In this question first find out all the possible outcomes when three coins will be tossed together and then find probability.


Complete step by step solution:
Given that a coin is tossed 3 times, so first create a sample space for all possible outcomes
\[S = \left\{ {HHH,HHT,HTH,HTT,THH,THT,TTH,TTT} \right\}\]
\[n\left( S \right) = 8\]
It means that there are a total of 8 different outcomes which are possible, where H represents the head and T represents Tail,
Outcome HHH means that when a coin each time head occurs whereas for HTH first head occurs next is tails and then again a head.

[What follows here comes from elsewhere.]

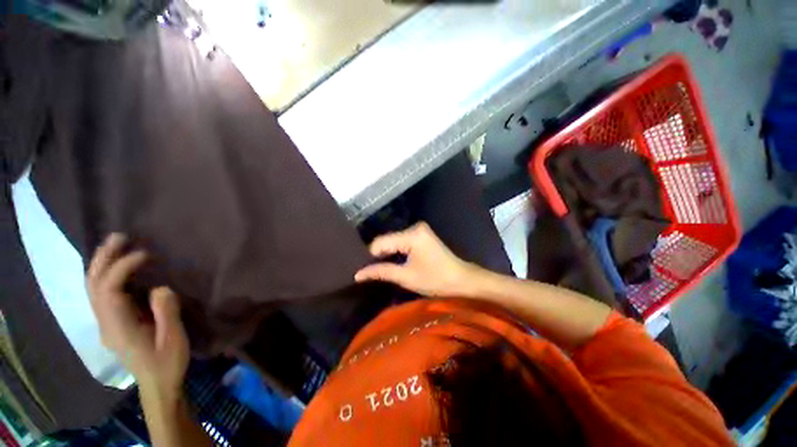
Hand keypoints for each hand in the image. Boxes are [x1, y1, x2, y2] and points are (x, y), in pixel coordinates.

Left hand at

Now the events where 2 head and 2 tails occurred are
(2 Heads and 1 Tail) \[{S_{2H}} = \left\{ {HHT,HTH,THH} \right\} = 3\]
(2 Tails and 1 Head) \[{S_{2T}} = \left\{ {HTT,THT,TTH} \right\} = 3\]
So, the total sample space for 2 heads and 2 tails
\[{S_{2H}} + {S_{2T}} = 3 + 3 = 6\]
Hence the probability of getting 2 Heads and 2 Tails is\[ = \dfrac{6}{8} = \dfrac{3}{4}\].
Option (D) is the right answer


Note: The probability of all events in a sample space adds up to 1. Students should not get confused with the terms “OR” and “AND”, these are two different things associated with the probability. “OR” is associated with the summation of the probabilities whereas “AND” is associated with the product of the probability.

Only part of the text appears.